• [Aim of the exercise]: Across the whole listing, copy out every line that includes the string "edges".

====

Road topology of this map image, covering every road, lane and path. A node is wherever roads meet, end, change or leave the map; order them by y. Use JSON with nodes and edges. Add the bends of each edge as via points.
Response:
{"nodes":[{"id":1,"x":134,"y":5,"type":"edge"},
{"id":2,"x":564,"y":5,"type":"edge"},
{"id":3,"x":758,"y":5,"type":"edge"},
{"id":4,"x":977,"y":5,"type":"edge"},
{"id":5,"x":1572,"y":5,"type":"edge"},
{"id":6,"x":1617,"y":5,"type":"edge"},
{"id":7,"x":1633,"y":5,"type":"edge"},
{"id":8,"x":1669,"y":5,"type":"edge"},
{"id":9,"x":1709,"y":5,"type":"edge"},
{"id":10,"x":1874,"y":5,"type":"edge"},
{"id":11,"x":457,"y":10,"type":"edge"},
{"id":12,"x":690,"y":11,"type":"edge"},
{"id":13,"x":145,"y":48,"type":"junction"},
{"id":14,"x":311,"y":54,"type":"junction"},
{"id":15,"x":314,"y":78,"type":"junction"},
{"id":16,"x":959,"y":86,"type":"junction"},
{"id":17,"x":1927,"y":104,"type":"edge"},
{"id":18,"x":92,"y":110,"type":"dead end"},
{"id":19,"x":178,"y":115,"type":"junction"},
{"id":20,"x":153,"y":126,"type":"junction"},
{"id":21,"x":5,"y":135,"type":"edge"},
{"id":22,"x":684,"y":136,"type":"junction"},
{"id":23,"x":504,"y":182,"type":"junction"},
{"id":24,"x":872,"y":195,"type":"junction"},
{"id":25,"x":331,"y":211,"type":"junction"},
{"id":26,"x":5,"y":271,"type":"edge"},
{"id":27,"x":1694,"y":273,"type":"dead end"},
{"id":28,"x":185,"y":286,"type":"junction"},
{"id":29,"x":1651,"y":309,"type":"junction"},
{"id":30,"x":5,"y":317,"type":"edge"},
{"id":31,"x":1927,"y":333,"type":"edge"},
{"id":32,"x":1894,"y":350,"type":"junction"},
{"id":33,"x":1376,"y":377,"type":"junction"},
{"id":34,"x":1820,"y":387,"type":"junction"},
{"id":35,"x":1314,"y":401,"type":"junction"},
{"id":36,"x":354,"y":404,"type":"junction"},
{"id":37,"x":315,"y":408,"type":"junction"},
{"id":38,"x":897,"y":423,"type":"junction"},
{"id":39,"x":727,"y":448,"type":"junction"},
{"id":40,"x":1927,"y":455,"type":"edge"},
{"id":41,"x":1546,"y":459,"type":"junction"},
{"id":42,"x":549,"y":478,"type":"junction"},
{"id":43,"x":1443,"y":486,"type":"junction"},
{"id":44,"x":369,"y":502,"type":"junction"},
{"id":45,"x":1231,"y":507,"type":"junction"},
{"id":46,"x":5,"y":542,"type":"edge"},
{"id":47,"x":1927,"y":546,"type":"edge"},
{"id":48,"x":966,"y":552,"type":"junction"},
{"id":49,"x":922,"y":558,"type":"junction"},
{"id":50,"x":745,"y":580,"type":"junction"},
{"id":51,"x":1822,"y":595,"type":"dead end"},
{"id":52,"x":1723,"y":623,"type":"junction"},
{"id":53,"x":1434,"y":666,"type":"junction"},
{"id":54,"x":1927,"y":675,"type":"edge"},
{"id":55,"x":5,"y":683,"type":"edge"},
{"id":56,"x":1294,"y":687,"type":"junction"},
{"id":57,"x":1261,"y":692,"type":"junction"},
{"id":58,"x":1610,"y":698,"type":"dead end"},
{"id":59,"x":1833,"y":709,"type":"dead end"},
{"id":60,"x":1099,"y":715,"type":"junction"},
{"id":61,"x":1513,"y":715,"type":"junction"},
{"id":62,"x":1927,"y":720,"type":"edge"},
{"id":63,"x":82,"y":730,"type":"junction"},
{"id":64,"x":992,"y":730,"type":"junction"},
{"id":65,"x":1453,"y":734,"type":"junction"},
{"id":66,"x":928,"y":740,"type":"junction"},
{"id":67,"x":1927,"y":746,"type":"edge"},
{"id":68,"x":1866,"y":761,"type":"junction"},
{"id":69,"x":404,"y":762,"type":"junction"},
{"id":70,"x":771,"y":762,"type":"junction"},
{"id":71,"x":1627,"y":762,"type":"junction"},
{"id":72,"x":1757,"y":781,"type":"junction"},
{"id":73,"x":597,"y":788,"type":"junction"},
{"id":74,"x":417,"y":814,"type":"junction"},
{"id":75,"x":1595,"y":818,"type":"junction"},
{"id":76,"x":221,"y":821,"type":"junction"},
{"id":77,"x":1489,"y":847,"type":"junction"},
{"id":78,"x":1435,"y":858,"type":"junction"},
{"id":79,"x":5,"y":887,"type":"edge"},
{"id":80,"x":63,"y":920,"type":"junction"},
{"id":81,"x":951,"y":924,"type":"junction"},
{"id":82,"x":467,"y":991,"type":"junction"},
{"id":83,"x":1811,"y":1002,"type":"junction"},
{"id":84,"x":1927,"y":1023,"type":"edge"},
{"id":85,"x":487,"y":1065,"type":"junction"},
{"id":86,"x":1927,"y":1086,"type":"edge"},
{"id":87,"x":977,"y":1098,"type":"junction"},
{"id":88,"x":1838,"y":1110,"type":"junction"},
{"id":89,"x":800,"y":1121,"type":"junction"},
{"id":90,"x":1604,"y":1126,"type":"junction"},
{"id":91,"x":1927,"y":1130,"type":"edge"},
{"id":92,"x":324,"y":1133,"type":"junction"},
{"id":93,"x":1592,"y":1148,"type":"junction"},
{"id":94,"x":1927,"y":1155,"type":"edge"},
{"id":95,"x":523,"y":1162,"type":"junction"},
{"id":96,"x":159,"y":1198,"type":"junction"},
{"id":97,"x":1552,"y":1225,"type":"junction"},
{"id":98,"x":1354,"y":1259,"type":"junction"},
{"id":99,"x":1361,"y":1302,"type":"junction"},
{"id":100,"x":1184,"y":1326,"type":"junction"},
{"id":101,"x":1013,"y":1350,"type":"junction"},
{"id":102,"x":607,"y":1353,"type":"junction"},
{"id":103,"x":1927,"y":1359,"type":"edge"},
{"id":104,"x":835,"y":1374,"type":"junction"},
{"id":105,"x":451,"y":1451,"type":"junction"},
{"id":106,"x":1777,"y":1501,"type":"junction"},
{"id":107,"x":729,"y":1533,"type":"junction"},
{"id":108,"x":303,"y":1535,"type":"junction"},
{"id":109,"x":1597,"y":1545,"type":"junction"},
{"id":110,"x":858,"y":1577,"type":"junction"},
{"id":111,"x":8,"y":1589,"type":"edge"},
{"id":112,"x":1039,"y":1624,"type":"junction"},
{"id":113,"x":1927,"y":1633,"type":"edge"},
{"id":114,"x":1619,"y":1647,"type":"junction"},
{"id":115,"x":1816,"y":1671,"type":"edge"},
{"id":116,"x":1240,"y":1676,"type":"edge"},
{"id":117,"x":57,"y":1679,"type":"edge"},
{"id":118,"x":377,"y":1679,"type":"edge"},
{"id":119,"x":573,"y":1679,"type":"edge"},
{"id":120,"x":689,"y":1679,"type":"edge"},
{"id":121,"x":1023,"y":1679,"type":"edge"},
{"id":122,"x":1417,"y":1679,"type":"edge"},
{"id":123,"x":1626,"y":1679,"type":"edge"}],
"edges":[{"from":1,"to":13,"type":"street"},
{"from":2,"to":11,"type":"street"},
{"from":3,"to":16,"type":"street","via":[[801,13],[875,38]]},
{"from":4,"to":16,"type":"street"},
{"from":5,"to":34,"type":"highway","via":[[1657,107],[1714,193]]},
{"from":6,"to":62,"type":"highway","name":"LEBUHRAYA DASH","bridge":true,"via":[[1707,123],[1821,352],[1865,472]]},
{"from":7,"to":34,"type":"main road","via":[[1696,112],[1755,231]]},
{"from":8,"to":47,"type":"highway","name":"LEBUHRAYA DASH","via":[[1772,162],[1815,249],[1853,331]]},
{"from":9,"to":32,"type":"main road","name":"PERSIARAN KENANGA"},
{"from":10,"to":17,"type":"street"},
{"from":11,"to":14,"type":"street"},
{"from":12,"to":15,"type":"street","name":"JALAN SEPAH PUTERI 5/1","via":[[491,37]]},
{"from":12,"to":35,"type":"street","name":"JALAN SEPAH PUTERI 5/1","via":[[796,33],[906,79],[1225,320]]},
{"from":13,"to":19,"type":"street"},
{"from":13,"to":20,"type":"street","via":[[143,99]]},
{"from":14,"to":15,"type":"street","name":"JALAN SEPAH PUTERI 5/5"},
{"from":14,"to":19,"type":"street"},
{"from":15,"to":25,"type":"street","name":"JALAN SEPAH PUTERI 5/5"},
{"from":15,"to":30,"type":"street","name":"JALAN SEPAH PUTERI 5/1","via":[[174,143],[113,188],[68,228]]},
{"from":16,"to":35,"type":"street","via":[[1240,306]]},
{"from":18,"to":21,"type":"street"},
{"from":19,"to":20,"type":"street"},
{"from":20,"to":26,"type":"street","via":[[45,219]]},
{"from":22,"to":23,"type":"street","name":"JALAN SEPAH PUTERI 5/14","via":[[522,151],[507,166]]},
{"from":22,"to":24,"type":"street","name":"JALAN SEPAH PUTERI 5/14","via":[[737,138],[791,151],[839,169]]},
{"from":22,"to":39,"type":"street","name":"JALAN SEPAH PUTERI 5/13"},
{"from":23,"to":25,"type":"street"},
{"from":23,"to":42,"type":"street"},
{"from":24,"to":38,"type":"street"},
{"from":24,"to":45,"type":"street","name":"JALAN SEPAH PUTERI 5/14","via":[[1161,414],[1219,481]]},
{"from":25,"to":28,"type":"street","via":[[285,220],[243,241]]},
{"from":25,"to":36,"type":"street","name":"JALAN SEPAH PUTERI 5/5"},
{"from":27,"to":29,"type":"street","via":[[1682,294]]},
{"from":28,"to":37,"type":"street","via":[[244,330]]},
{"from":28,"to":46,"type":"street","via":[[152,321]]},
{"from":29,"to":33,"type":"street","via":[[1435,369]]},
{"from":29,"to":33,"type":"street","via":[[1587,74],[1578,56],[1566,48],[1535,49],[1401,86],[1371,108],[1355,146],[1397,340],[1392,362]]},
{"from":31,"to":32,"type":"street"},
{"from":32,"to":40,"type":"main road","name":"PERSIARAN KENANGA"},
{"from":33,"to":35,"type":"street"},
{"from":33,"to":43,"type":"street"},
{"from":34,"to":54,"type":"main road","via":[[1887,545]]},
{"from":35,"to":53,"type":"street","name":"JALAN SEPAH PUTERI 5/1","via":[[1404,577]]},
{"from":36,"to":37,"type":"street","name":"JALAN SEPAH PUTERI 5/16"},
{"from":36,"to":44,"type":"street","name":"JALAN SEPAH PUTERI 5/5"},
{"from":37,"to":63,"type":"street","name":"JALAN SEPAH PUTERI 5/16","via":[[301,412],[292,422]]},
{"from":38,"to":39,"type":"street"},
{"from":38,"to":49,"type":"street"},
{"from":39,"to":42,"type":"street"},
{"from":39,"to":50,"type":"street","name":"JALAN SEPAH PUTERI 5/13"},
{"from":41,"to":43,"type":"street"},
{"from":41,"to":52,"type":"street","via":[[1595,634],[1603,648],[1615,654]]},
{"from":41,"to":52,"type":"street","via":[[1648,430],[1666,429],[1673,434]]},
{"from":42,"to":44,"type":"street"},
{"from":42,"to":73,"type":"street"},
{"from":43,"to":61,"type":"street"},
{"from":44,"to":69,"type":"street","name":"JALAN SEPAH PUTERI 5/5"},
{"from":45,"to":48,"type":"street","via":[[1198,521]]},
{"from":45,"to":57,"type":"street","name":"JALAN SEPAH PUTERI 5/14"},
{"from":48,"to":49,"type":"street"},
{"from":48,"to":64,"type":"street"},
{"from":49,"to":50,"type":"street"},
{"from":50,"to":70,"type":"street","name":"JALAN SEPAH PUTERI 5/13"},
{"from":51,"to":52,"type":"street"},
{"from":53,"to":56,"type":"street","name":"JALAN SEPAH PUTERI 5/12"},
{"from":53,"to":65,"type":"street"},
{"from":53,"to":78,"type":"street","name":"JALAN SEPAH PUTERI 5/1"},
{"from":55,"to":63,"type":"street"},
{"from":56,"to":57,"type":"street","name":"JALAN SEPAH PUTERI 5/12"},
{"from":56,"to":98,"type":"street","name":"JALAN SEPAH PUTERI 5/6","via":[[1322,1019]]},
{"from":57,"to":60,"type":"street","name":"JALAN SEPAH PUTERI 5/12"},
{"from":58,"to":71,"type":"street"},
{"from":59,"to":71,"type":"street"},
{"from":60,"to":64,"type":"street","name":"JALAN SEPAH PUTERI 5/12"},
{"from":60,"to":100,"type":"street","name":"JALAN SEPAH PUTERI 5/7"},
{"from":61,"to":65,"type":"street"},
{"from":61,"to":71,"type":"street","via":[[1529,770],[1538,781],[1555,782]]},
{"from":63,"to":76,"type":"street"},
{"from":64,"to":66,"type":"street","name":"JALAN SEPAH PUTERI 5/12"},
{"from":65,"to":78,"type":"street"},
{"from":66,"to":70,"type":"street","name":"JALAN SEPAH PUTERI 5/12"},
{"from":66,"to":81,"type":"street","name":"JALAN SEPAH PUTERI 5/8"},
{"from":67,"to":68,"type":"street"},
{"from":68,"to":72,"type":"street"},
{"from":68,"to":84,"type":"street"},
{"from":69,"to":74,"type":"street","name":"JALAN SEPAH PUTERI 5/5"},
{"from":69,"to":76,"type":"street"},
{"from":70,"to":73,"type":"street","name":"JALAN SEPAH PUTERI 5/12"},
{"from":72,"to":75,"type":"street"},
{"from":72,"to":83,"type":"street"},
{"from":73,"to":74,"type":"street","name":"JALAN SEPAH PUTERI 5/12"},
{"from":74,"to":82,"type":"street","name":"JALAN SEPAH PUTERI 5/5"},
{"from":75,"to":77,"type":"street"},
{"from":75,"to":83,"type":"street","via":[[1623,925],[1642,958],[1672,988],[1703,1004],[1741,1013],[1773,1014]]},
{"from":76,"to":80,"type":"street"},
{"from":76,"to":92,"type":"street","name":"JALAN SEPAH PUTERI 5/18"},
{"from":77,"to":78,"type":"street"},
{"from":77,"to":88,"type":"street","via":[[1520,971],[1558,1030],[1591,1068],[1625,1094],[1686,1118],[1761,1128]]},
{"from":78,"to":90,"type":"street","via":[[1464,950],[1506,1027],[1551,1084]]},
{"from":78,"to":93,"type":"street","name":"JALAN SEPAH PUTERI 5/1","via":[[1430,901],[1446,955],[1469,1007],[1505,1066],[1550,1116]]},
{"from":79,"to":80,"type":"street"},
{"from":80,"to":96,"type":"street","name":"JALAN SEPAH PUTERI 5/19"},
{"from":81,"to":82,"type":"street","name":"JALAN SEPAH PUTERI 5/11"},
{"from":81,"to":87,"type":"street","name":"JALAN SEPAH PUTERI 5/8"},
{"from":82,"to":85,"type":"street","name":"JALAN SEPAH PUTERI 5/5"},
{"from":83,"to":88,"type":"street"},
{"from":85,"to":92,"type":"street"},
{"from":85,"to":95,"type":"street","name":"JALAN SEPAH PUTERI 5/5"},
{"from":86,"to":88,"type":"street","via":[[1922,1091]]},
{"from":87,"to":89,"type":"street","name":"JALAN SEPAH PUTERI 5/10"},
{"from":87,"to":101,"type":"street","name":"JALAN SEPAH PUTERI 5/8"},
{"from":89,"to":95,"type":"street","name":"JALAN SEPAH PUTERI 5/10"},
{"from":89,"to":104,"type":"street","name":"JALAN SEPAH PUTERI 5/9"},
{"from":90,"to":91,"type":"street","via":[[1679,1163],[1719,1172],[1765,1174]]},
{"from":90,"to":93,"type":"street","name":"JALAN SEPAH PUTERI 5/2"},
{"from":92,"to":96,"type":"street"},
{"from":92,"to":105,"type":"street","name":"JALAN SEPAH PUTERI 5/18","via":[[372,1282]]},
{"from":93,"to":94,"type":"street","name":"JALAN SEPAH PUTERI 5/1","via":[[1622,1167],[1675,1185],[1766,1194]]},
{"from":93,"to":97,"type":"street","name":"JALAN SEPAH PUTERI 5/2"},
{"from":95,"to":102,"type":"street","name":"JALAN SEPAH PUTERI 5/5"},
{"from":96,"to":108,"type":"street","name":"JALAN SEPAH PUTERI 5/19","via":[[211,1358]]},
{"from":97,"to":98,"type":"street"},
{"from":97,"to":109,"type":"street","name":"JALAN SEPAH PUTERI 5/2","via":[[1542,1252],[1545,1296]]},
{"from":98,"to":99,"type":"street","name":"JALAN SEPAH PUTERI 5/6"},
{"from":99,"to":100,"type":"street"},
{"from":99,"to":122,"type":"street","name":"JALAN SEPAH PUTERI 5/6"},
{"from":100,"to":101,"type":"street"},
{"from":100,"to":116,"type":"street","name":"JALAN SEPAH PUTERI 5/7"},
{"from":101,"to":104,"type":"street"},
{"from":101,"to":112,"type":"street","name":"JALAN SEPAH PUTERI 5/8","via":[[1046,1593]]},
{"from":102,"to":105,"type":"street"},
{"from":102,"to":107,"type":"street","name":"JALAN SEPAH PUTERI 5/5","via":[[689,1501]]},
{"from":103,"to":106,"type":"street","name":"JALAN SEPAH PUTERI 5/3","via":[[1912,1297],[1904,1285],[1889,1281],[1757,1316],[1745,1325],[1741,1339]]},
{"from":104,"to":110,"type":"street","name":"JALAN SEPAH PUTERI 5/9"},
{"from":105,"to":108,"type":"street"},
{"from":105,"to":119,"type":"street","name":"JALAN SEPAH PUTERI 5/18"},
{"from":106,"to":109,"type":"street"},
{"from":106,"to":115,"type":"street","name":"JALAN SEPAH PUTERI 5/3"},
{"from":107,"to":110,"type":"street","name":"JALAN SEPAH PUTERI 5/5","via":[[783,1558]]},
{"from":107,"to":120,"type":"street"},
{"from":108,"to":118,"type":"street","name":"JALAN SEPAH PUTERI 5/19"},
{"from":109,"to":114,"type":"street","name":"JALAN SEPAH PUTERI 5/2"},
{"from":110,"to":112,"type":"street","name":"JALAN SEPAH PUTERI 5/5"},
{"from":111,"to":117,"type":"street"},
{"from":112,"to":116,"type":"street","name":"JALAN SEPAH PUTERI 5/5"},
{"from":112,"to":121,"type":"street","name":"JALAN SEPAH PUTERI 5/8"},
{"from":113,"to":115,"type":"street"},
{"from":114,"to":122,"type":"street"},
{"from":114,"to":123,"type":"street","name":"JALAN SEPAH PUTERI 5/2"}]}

====

• [Solved exercise]:
Road topology of this map image, covering every road, lane and path. A node is wherever roads meet, end, change or leave the map; order them by y. Use JSON with nodes and edges. Add the bends of each edge as via points.
"edges":[{"from":1,"to":13,"type":"street"},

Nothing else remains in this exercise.